Dispatch

Police harassment undermines press freedom

BY JANET E. SILVER

Journalists across the country have been threatened, arrested, removed, or denied access by the police while trying to do their job of reporting the news.

Journalist Brandi Morin was the latest high-profile case. Morin was arrested on January 10 while conducting interviews at a homeless encampment in Edmonton. The obstruction charges brought were dropped on March 1.

Morin’s editor at Ricochet Media, Ethan Cox, told The Canadian Press that the decision to forego charges against his reporter was a victory for press freedom in Canada.

“I’m just so relieved,” Morin said after news that the charges had been dropped. “I was present to report, and I did nothing more or less than my job. It’s gratifying to see the Crown finally acknowledge that I did nothing wrong.”

She said the experience has had an impact on her reporting, and for the time being she is being far more cautious.

Morin was arrested while conducting interviews at an encampment. When police demanded she leave the area, Morin said she was a journalist and had a right to be there. The police then arrested her, detained her for five hours and charged her with obstruction.

“This amounts to a kind of harassment against journalists to prevent them from reporting on police activities,” Cox told CBC.
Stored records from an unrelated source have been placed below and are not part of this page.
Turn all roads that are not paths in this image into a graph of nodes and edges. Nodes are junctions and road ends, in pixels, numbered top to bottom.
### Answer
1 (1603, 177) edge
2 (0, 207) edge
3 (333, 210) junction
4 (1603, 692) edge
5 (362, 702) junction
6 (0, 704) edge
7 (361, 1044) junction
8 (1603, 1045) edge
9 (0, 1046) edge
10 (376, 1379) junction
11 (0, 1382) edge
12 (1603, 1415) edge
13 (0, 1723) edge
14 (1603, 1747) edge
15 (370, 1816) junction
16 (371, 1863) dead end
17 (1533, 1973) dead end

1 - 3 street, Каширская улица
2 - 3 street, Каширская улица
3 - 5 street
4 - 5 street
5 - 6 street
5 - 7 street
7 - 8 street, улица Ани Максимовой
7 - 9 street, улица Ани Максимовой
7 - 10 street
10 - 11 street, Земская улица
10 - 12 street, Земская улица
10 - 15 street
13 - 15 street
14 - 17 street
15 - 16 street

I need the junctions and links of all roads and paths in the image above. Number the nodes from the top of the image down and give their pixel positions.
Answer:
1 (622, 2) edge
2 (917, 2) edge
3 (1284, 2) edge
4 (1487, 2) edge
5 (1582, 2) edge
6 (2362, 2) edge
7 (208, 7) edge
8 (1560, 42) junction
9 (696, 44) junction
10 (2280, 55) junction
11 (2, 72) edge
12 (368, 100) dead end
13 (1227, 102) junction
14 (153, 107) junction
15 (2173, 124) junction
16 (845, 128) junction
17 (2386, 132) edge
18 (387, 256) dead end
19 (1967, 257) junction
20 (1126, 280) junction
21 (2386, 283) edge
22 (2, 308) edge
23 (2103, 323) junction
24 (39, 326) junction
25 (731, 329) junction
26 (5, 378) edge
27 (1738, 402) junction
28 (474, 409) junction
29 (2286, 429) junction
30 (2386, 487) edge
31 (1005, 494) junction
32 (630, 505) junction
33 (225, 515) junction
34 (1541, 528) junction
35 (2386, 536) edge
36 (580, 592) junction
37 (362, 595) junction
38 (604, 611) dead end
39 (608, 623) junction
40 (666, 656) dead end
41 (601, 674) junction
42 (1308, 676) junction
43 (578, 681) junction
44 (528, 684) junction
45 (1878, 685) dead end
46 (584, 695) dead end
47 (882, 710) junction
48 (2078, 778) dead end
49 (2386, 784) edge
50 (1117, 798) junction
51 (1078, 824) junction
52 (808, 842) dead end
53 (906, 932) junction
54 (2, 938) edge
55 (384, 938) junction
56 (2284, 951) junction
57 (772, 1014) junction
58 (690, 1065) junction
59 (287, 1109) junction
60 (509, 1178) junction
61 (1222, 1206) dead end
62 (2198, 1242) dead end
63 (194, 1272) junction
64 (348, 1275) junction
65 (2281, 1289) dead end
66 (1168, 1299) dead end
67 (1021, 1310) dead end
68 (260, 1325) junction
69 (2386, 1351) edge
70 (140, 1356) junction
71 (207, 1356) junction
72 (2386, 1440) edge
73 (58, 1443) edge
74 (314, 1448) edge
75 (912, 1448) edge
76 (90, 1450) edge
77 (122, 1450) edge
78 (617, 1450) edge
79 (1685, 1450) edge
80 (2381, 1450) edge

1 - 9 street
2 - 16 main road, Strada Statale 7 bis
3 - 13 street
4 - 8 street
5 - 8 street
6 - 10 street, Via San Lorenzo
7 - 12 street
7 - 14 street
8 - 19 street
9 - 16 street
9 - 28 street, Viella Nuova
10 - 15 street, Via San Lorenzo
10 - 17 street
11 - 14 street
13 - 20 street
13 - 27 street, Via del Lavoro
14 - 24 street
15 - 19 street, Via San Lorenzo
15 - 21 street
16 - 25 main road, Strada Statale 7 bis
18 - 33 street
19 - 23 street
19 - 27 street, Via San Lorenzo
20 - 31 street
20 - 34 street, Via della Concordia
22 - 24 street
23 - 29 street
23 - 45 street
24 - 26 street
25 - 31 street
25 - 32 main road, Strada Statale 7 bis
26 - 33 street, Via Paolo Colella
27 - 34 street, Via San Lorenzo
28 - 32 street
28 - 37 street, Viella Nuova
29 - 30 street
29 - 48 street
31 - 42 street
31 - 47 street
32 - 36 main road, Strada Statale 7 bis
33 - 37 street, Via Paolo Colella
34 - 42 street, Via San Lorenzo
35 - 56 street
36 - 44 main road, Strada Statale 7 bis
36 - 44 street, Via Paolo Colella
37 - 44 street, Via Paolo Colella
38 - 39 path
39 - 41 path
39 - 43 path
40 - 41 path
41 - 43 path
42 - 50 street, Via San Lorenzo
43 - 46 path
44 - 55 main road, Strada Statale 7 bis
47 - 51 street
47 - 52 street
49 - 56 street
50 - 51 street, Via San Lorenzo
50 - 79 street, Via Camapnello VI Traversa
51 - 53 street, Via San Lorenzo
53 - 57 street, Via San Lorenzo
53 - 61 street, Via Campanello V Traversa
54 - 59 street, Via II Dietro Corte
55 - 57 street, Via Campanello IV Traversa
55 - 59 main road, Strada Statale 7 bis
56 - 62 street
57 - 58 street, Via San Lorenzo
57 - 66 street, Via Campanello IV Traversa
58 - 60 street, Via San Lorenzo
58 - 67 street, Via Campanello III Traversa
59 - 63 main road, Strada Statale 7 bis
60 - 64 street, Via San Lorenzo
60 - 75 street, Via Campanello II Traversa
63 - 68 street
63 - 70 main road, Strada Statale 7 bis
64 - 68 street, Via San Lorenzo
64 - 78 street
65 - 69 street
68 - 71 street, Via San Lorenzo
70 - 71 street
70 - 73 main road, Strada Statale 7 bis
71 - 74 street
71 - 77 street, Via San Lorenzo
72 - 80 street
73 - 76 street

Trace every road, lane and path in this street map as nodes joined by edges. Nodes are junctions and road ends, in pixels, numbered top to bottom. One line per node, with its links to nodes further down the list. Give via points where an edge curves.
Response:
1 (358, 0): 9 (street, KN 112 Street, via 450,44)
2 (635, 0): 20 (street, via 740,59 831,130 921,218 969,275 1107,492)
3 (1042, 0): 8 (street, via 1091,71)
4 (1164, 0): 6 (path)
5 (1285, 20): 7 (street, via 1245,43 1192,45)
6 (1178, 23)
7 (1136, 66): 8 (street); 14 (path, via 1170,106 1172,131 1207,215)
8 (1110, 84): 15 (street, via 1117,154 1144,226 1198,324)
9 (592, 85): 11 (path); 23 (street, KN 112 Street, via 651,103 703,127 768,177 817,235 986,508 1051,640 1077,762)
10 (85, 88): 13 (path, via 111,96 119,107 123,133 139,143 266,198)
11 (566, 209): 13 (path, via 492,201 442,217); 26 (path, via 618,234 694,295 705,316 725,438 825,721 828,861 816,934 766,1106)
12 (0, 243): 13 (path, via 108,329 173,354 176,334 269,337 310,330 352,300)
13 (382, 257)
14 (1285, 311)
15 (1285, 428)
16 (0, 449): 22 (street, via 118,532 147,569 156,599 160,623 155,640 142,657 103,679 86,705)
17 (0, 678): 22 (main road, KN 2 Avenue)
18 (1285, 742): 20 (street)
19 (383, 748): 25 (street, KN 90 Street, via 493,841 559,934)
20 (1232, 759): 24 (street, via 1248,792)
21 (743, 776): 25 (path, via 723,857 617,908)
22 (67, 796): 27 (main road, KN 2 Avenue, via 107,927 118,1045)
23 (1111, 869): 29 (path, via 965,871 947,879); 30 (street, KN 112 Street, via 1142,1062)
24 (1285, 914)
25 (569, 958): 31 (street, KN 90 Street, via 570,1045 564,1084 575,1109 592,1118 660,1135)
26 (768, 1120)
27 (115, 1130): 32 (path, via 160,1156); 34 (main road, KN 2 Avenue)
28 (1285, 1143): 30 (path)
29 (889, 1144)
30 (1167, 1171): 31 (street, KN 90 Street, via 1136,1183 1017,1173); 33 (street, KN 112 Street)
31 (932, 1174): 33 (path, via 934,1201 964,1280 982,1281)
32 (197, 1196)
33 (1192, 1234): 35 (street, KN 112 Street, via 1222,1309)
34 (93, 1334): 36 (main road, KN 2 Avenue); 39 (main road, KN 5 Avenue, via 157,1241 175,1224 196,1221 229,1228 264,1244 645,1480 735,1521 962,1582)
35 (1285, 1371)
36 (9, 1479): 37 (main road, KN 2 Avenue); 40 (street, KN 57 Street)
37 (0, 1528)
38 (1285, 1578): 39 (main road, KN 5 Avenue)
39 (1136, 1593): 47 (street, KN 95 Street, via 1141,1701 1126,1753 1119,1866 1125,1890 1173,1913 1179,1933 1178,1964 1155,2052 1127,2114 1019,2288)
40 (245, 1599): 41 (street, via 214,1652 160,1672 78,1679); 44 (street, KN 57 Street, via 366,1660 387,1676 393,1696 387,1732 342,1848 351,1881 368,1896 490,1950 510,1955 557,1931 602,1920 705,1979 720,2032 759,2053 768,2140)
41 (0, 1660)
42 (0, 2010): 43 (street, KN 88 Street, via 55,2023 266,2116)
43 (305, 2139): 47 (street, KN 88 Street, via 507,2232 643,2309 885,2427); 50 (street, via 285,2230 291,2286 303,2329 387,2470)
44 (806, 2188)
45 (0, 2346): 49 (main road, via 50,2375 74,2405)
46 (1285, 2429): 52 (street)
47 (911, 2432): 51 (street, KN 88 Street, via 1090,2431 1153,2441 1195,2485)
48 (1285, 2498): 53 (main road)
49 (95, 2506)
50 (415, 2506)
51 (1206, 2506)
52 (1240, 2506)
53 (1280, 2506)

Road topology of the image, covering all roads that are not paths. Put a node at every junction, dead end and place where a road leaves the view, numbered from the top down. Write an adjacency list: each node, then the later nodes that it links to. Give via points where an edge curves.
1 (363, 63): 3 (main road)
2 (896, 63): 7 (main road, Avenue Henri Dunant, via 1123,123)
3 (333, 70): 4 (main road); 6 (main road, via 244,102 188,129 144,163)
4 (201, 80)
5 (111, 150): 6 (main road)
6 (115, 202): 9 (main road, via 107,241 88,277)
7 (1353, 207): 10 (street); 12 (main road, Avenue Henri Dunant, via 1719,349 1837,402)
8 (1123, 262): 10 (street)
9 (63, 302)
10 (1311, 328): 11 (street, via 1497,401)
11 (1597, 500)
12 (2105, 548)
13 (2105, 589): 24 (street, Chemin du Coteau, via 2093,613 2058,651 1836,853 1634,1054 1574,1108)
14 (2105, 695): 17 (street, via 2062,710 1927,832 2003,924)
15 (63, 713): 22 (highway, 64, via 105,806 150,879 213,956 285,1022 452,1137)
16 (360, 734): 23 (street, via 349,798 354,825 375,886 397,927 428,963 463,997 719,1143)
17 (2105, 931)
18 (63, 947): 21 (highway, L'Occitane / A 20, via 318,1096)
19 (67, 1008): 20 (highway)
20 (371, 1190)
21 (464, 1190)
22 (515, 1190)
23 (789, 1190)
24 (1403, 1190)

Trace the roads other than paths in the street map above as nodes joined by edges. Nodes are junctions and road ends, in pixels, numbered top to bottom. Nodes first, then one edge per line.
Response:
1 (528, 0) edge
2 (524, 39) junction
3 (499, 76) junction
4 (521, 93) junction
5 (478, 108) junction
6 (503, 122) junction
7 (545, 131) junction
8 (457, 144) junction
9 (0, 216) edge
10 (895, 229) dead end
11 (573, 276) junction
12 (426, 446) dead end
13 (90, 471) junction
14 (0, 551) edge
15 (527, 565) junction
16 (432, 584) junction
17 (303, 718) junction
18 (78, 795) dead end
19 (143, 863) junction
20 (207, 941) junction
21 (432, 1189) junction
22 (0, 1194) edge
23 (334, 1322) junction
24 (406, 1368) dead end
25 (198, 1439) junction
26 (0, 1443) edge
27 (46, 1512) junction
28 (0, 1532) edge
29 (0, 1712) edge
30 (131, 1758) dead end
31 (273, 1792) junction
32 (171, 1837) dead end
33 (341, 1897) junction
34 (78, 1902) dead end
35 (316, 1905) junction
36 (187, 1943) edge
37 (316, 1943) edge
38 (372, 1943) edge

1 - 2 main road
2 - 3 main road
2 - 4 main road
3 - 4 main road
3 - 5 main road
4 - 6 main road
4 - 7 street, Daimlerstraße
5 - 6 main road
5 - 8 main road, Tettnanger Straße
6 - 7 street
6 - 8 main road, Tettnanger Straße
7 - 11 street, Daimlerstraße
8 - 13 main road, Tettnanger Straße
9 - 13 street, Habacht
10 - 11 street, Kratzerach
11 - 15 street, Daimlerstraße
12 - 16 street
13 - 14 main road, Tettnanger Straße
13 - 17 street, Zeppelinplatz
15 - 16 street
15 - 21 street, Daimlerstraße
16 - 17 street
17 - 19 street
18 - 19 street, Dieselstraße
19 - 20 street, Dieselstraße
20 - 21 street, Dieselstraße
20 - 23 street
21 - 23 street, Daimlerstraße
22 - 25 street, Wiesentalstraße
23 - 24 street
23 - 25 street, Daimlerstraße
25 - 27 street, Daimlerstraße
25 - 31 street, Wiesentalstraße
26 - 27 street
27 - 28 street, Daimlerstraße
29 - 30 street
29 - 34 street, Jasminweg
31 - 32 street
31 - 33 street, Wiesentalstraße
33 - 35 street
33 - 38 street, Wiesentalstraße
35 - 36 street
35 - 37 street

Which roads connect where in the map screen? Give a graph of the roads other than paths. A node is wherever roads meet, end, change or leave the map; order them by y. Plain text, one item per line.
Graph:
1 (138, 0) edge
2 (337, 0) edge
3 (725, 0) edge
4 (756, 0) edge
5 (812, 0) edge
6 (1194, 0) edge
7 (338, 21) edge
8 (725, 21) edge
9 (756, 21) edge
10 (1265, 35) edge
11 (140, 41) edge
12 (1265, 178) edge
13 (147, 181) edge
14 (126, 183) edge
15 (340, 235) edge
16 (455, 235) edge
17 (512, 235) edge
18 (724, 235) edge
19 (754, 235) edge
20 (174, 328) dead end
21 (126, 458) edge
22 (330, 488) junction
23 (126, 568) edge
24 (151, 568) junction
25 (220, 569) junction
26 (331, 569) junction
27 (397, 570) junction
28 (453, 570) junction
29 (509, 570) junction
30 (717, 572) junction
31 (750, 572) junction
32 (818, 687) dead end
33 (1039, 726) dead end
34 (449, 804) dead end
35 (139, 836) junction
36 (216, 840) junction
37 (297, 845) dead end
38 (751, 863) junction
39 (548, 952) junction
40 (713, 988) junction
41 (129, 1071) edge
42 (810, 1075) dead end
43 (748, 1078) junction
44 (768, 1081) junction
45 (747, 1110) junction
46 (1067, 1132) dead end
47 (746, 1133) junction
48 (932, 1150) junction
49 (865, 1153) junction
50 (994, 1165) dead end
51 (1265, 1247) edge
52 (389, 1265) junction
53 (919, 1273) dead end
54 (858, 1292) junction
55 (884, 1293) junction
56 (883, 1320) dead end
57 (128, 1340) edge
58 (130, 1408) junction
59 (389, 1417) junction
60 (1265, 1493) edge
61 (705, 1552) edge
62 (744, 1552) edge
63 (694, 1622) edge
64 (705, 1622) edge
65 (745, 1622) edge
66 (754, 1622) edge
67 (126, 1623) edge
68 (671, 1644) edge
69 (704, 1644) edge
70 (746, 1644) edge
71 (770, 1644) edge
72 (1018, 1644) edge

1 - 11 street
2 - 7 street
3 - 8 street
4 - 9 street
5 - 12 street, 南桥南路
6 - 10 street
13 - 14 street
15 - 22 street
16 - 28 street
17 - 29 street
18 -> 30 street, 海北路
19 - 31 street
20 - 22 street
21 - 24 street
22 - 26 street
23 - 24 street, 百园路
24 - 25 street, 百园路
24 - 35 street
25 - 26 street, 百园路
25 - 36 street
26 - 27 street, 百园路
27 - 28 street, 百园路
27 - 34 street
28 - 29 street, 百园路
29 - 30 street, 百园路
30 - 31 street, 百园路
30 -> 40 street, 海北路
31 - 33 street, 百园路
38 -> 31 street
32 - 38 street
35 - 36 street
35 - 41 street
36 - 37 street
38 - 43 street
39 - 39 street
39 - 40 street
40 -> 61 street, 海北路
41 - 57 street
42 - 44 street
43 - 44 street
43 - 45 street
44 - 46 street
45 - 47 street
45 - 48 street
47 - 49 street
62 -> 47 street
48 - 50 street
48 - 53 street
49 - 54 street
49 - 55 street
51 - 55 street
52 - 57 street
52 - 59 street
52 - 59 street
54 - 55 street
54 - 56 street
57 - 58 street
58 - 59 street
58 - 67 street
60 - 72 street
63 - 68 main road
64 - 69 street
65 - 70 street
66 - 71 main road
Meanwhile, in B.C., photojournalist Amber Bracken has launched a civil lawsuit against the RCMP for her arrest and four days in jail while she was on assignment for The Narwhal in the Wet’suwet’en territory in November, 2021.She and Michael Toledano—a filmmaker working for the CBC—were invited by the Wet’suwet’en to cover the pipeline conflict.

“We are not filing this lawsuit for ourselves, but to clear a path for all journalists in Canada to do their work without police interference,” said Emma Gilchrist, co-founder of the Narwhal at a news conference in February 2023.